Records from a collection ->

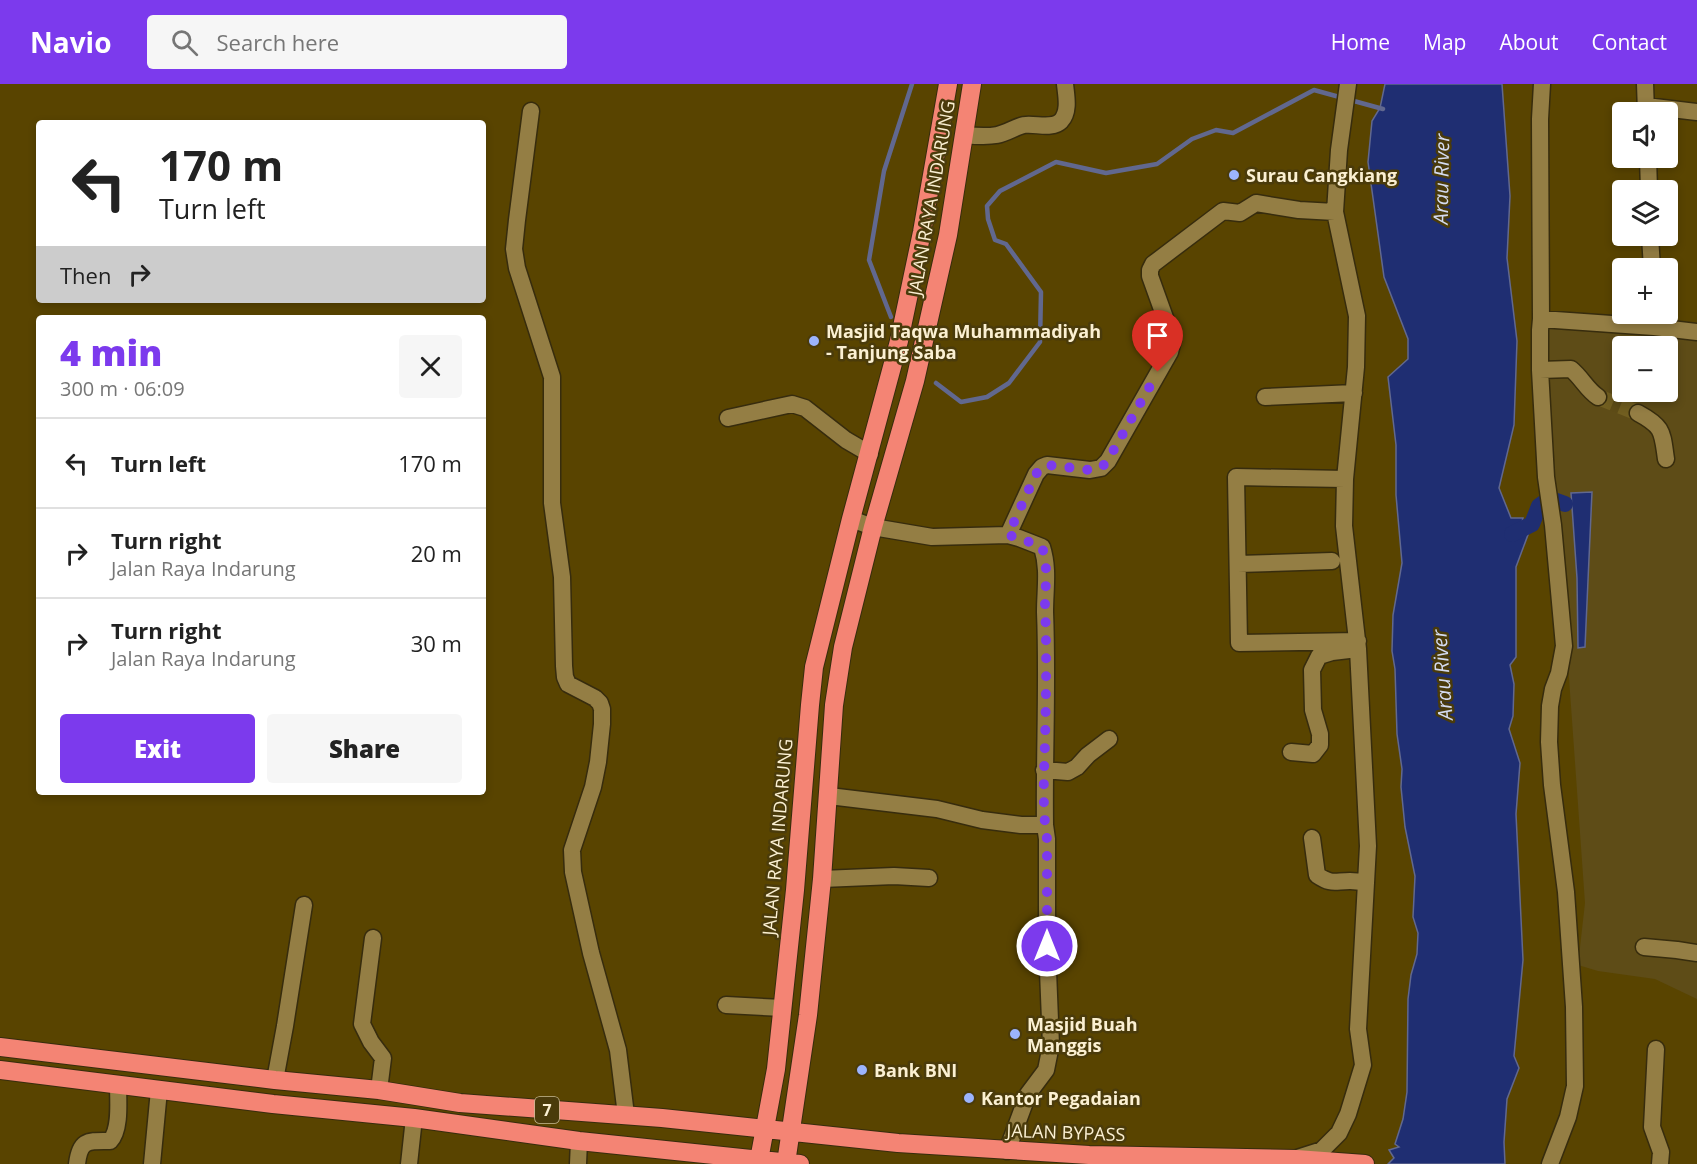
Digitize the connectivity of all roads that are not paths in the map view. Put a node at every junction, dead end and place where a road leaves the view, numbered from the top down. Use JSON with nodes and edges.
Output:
{"nodes":[{"id":1,"x":948,"y":84,"type":"edge"},
{"id":2,"x":972,"y":84,"type":"edge"},
{"id":3,"x":1065,"y":84,"type":"edge"},
{"id":4,"x":1348,"y":84,"type":"edge"},
{"id":5,"x":1542,"y":84,"type":"edge"},
{"id":6,"x":1646,"y":84,"type":"edge"},
{"id":7,"x":1646,"y":102,"type":"edge"},
{"id":8,"x":531,"y":111,"type":"dead end"},
{"id":9,"x":1678,"y":111,"type":"edge"},
{"id":10,"x":1697,"y":112,"type":"edge"},
{"id":11,"x":964,"y":135,"type":"junction"},
{"id":12,"x":1335,"y":212,"type":"junction"},
{"id":13,"x":1541,"y":319,"type":"junction"},
{"id":14,"x":1612,"y":320,"type":"edge"},
{"id":15,"x":1668,"y":324,"type":"edge"},
{"id":16,"x":1697,"y":332,"type":"edge"},
{"id":17,"x":1540,"y":370,"type":"junction"},
{"id":18,"x":1353,"y":393,"type":"junction"},
{"id":19,"x":1265,"y":397,"type":"dead end"},
{"id":20,"x":1598,"y":397,"type":"tunnel mouth"},
{"id":21,"x":1638,"y":413,"type":"tunnel mouth"},
{"id":22,"x":728,"y":418,"type":"dead end"},
{"id":23,"x":870,"y":454,"type":"junction"},
{"id":24,"x":1666,"y":459,"type":"dead end"},
{"id":25,"x":1346,"y":479,"type":"junction"},
{"id":26,"x":851,"y":519,"type":"junction"},
{"id":27,"x":873,"y":527,"type":"junction"},
{"id":28,"x":1008,"y":535,"type":"junction"},
{"id":29,"x":1332,"y":561,"type":"dead end"},
{"id":30,"x":1238,"y":564,"type":"junction"},
{"id":31,"x":1358,"y":645,"type":"junction"},
{"id":32,"x":1109,"y":739,"type":"dead end"},
{"id":33,"x":1291,"y":752,"type":"dead end"},
{"id":34,"x":1044,"y":770,"type":"junction"},
{"id":35,"x":829,"y":796,"type":"junction"},
{"id":36,"x":1045,"y":825,"type":"junction"},
{"id":37,"x":1312,"y":838,"type":"dead end"},
{"id":38,"x":928,"y":878,"type":"dead end"},
{"id":39,"x":822,"y":879,"type":"junction"},
{"id":40,"x":1366,"y":883,"type":"junction"},
{"id":41,"x":304,"y":905,"type":"dead end"},
{"id":42,"x":373,"y":938,"type":"dead end"},
{"id":43,"x":1644,"y":947,"type":"dead end"},
{"id":44,"x":1697,"y":953,"type":"edge"},
{"id":45,"x":726,"y":1005,"type":"dead end"},
{"id":46,"x":783,"y":1008,"type":"junction"},
{"id":47,"x":0,"y":1047,"type":"edge"},
{"id":48,"x":1656,"y":1049,"type":"dead end"},
{"id":49,"x":0,"y":1070,"type":"edge"},
{"id":50,"x":275,"y":1080,"type":"junction"},
{"id":51,"x":118,"y":1085,"type":"junction"},
{"id":52,"x":159,"y":1090,"type":"junction"},
{"id":53,"x":379,"y":1090,"type":"junction"},
{"id":54,"x":626,"y":1115,"type":"junction"},
{"id":55,"x":414,"y":1118,"type":"junction"},
{"id":56,"x":766,"y":1128,"type":"junction"},
{"id":57,"x":791,"y":1131,"type":"junction"},
{"id":58,"x":579,"y":1142,"type":"junction"},
{"id":59,"x":1007,"y":1151,"type":"junction"},
{"id":60,"x":1296,"y":1159,"type":"junction"},
{"id":61,"x":759,"y":1160,"type":"junction"},
{"id":62,"x":793,"y":1163,"type":"edge"},
{"id":63,"x":1358,"y":1163,"type":"edge"},
{"id":64,"x":77,"y":1164,"type":"edge"},
{"id":65,"x":152,"y":1164,"type":"edge"},
{"id":66,"x":409,"y":1164,"type":"edge"},
{"id":67,"x":578,"y":1164,"type":"edge"},
{"id":68,"x":1550,"y":1164,"type":"edge"},
{"id":69,"x":1660,"y":1164,"type":"edge"}],
"edges":[{"from":1,"to":23,"type":"highway","name":"JALAN RAYA INDARUNG"},
{"from":2,"to":11,"type":"highway","name":"JALAN RAYA INDARUNG"},
{"from":3,"to":11,"type":"street"},
{"from":4,"to":12,"type":"street"},
{"from":5,"to":13,"type":"street"},
{"from":6,"to":7,"type":"street"},
{"from":8,"to":54,"type":"street"},
{"from":9,"to":10,"type":"street"},
{"from":11,"to":27,"type":"highway","name":"JALAN RAYA INDARUNG"},
{"from":12,"to":18,"type":"street"},
{"from":12,"to":28,"type":"street"},
{"from":13,"to":14,"type":"street"},
{"from":13,"to":17,"type":"street"},
{"from":15,"to":16,"type":"street"},
{"from":17,"to":20,"type":"street"},
{"from":17,"to":68,"type":"street"},
{"from":18,"to":19,"type":"street"},
{"from":18,"to":25,"type":"street"},
{"from":21,"to":24,"type":"street"},
{"from":22,"to":23,"type":"street"},
{"from":23,"to":26,"type":"highway","name":"JALAN RAYA INDARUNG"},
{"from":25,"to":30,"type":"street"},
{"from":25,"to":31,"type":"street"},
{"from":26,"to":27,"type":"street"},
{"from":26,"to":46,"type":"highway","name":"JALAN RAYA INDARUNG"},
{"from":27,"to":28,"type":"street"},
{"from":27,"to":35,"type":"highway","name":"JALAN RAYA INDARUNG"},
{"from":28,"to":34,"type":"street"},
{"from":29,"to":30,"type":"street"},
{"from":30,"to":31,"type":"street"},
{"from":31,"to":33,"type":"street"},
{"from":31,"to":40,"type":"street"},
{"from":32,"to":34,"type":"street"},
{"from":34,"to":36,"type":"street"},
{"from":35,"to":36,"type":"street"},
{"from":35,"to":39,"type":"highway","name":"JALAN RAYA INDARUNG"},
{"from":36,"to":59,"type":"street"},
{"from":37,"to":40,"type":"street"},
{"from":38,"to":39,"type":"street"},
{"from":39,"to":57,"type":"highway","name":"JALAN RAYA INDARUNG"},
{"from":40,"to":60,"type":"street"},
{"from":41,"to":50,"type":"street"},
{"from":42,"to":53,"type":"street"},
{"from":43,"to":44,"type":"street"},
{"from":45,"to":46,"type":"street"},
{"from":46,"to":56,"type":"highway","name":"JALAN RAYA INDARUNG"},
{"from":47,"to":50,"type":"highway"},
{"from":48,"to":69,"type":"street"},
{"from":49,"to":51,"type":"highway"},
{"from":50,"to":53,"type":"highway","number":"7"},
{"from":51,"to":52,"type":"highway"},
{"from":51,"to":64,"type":"street"},
{"from":52,"to":55,"type":"highway","number":"7"},
{"from":52,"to":65,"type":"street"},
{"from":53,"to":54,"type":"highway","number":"7"},
{"from":54,"to":56,"type":"highway","number":"7"},
{"from":55,"to":58,"type":"highway","number":"7"},
{"from":55,"to":66,"type":"street"},
{"from":56,"to":57,"type":"highway","name":"JALAN BYPASS","number":"7"},
{"from":56,"to":61,"type":"highway","name":"JALAN RAYA INDARUNG"},
{"from":57,"to":59,"type":"highway","name":"JALAN BYPASS","number":"7"},
{"from":57,"to":62,"type":"highway","name":"JALAN RAYA INDARUNG"},
{"from":58,"to":61,"type":"highway","number":"7"},
{"from":58,"to":67,"type":"street"},
{"from":59,"to":60,"type":"highway","name":"JALAN BYPASS","number":"7"},
{"from":60,"to":63,"type":"highway","name":"JALAN BYPASS","number":"7"},
{"from":61,"to":62,"type":"highway","number":"7"}]}
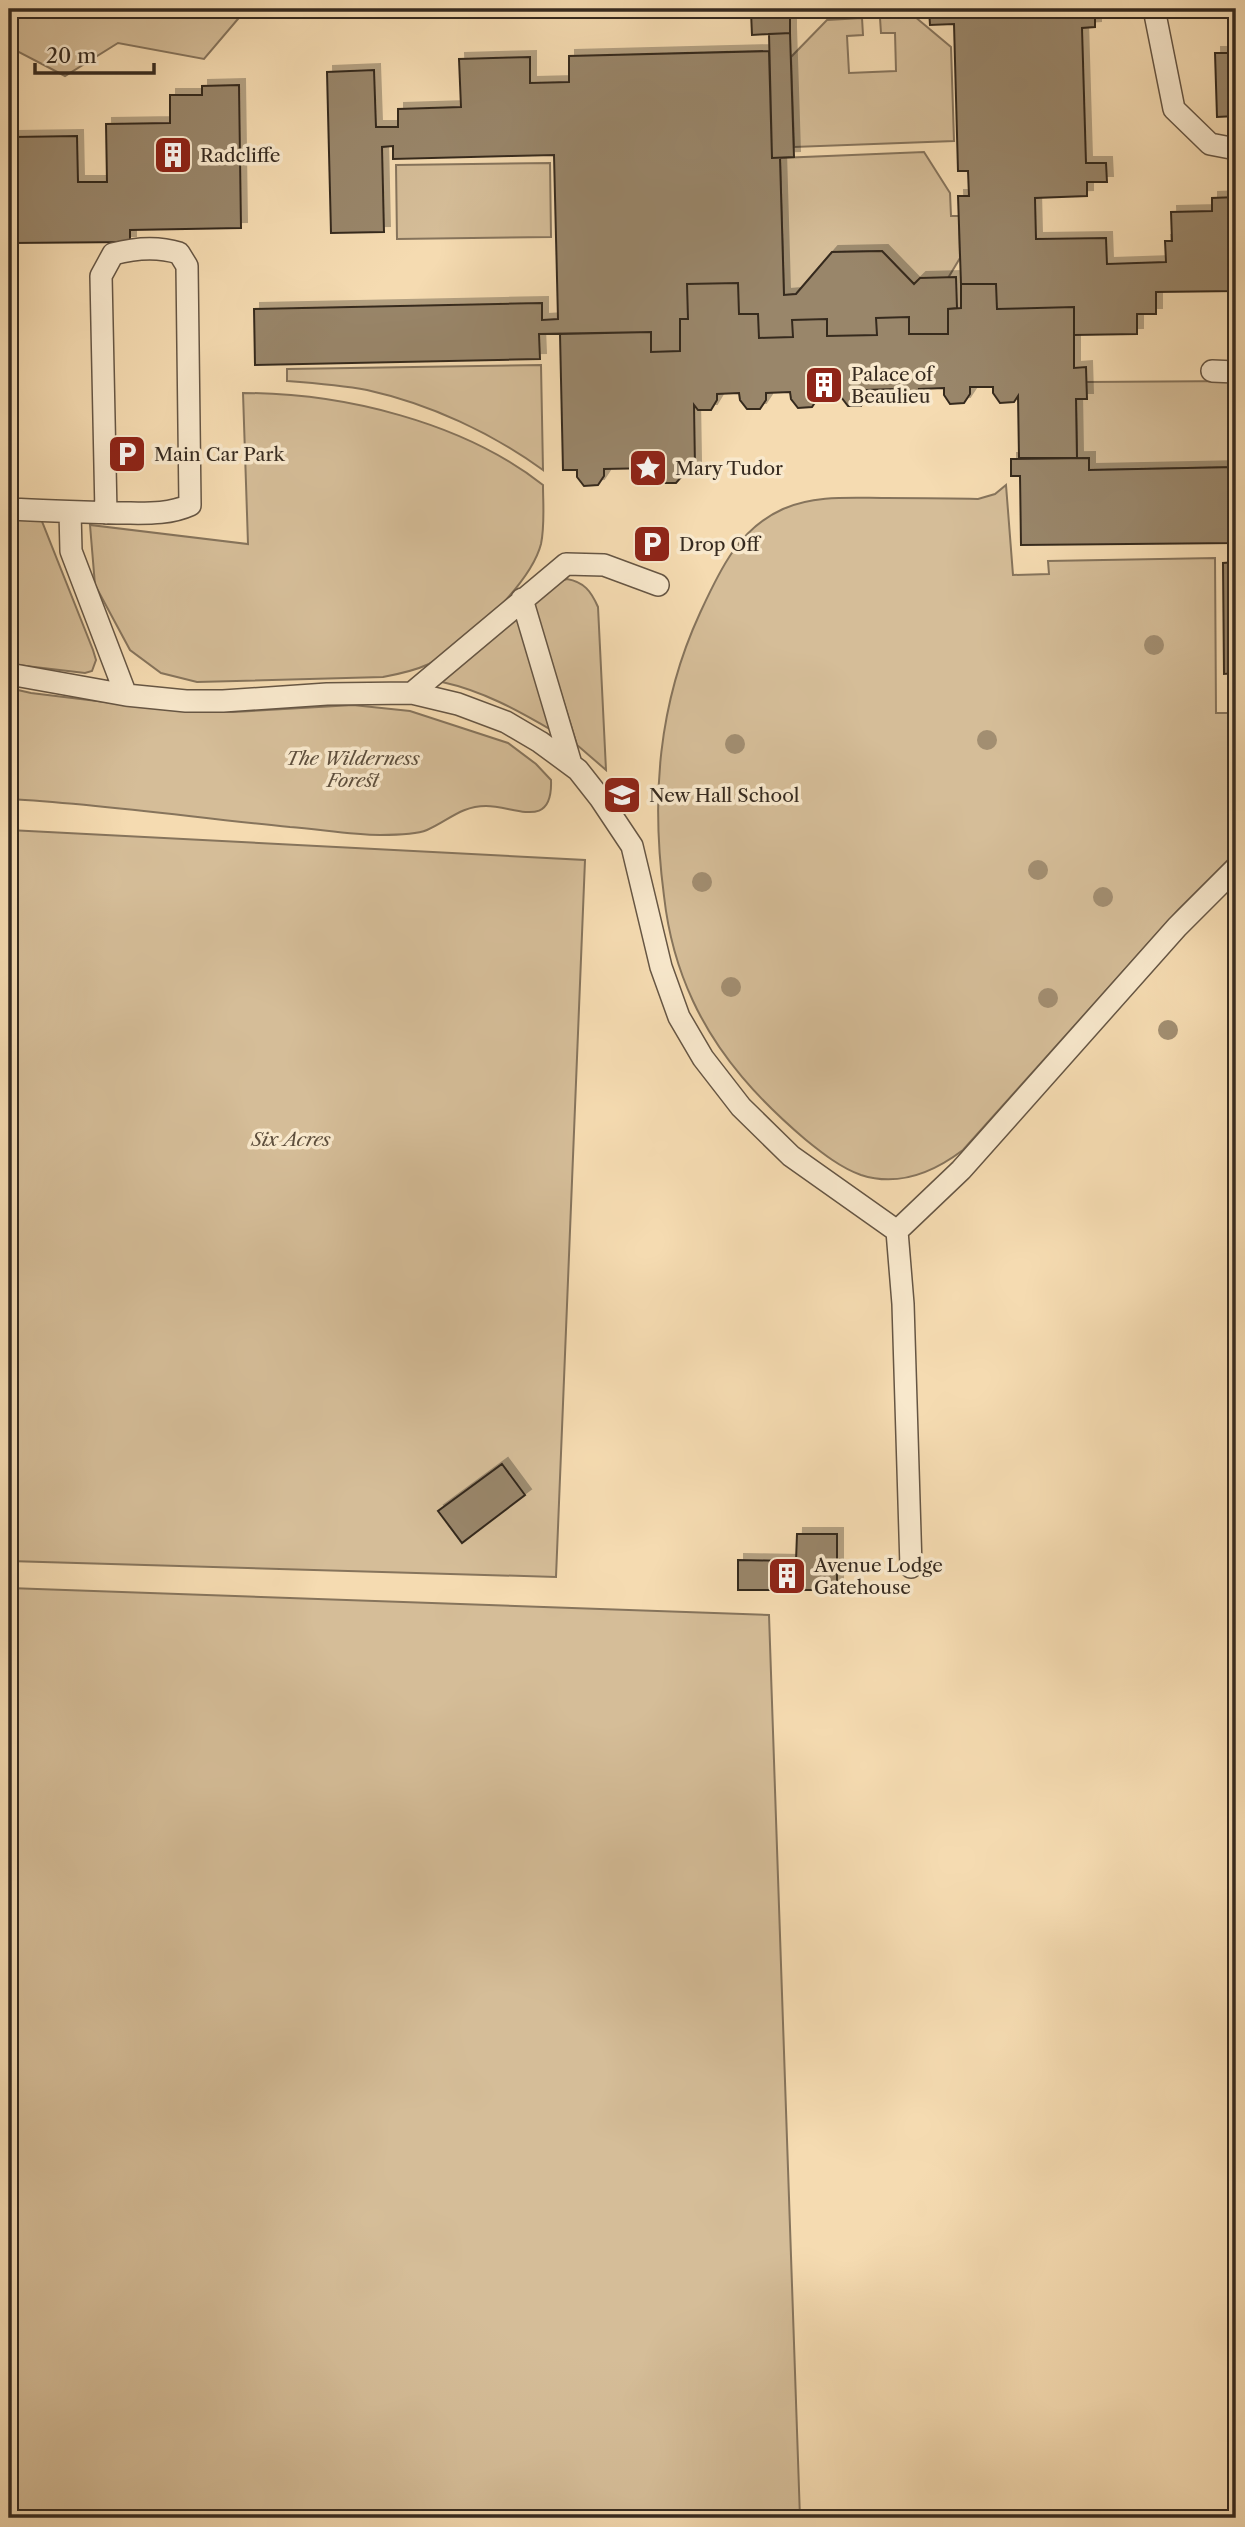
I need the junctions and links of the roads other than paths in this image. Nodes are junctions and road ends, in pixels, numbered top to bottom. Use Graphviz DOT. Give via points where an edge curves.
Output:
graph roads {
  1 [pos="1154,9"];
  2 [pos="1236,149"];
  3 [pos="1212,372"];
  4 [pos="1236,372"];
  5 [pos="9,505"];
  6 [pos="70,512"];
  7 [pos="106,513"];
  8 [pos="658,584"];
  9 [pos="522,599"];
  10 [pos="9,674"];
  11 [pos="412,693"];
  12 [pos="126,695"];
  13 [pos="571,764"];
  14 [pos="1236,868"];
  15 [pos="897,1231"];
  16 [pos="911,1567"];
  1 -- 2 [label="lane" via="1174,109 1210,144"];
  3 -- 4 [label="lane"];
  5 -- 6 [label="lane" via="10,509"];
  6 -- 7 [label="lane"];
  6 -- 12 [label="lane" via="71,551"];
  7 -- 7 [label="lane" via="101,276 113,254 166,249 179,253 187,267 190,505 161,513"];
  8 -- 9 [label="lane" via="604,565 566,564"];
  9 -- 11 [label="lane"];
  9 -- 13 [label="lane"];
  10 -- 12 [label="lane"];
  11 -- 12 [label="lane" via="223,701"];
  11 -- 13 [label="lane" via="506,722"];
  13 -- 15 [label="lane" via="632,846 661,967 679,1017 704,1058 741,1107 791,1156"];
  14 -- 15 [label="lane" via="1177,927 961,1170"];
  15 -- 16 [label="lane"];
}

TO DO -> Retype exactly. Start at the line with "I need the junctions" and stop at the last line of the data.

EXERCISE RESULT ->
I need the junctions and links of the roads other than paths in this image. Nodes are junctions and road ends, in pixels, numbered top to bottom. Use Graphviz DOT. Give via points where an edge curves.
Output:
graph roads {
  1 [pos="1154,9"];
  2 [pos="1236,149"];
  3 [pos="1212,372"];
  4 [pos="1236,372"];
  5 [pos="9,505"];
  6 [pos="70,512"];
  7 [pos="106,513"];
  8 [pos="658,584"];
  9 [pos="522,599"];
  10 [pos="9,674"];
  11 [pos="412,693"];
  12 [pos="126,695"];
  13 [pos="571,764"];
  14 [pos="1236,868"];
  15 [pos="897,1231"];
  16 [pos="911,1567"];
  1 -- 2 [label="lane" via="1174,109 1210,144"];
  3 -- 4 [label="lane"];
  5 -- 6 [label="lane" via="10,509"];
  6 -- 7 [label="lane"];
  6 -- 12 [label="lane" via="71,551"];
  7 -- 7 [label="lane" via="101,276 113,254 166,249 179,253 187,267 190,505 161,513"];
  8 -- 9 [label="lane" via="604,565 566,564"];
  9 -- 11 [label="lane"];
  9 -- 13 [label="lane"];
  10 -- 12 [label="lane"];
  11 -- 12 [label="lane" via="223,701"];
  11 -- 13 [label="lane" via="506,722"];
  13 -- 15 [label="lane" via="632,846 661,967 679,1017 704,1058 741,1107 791,1156"];
  14 -- 15 [label="lane" via="1177,927 961,1170"];
  15 -- 16 [label="lane"];
}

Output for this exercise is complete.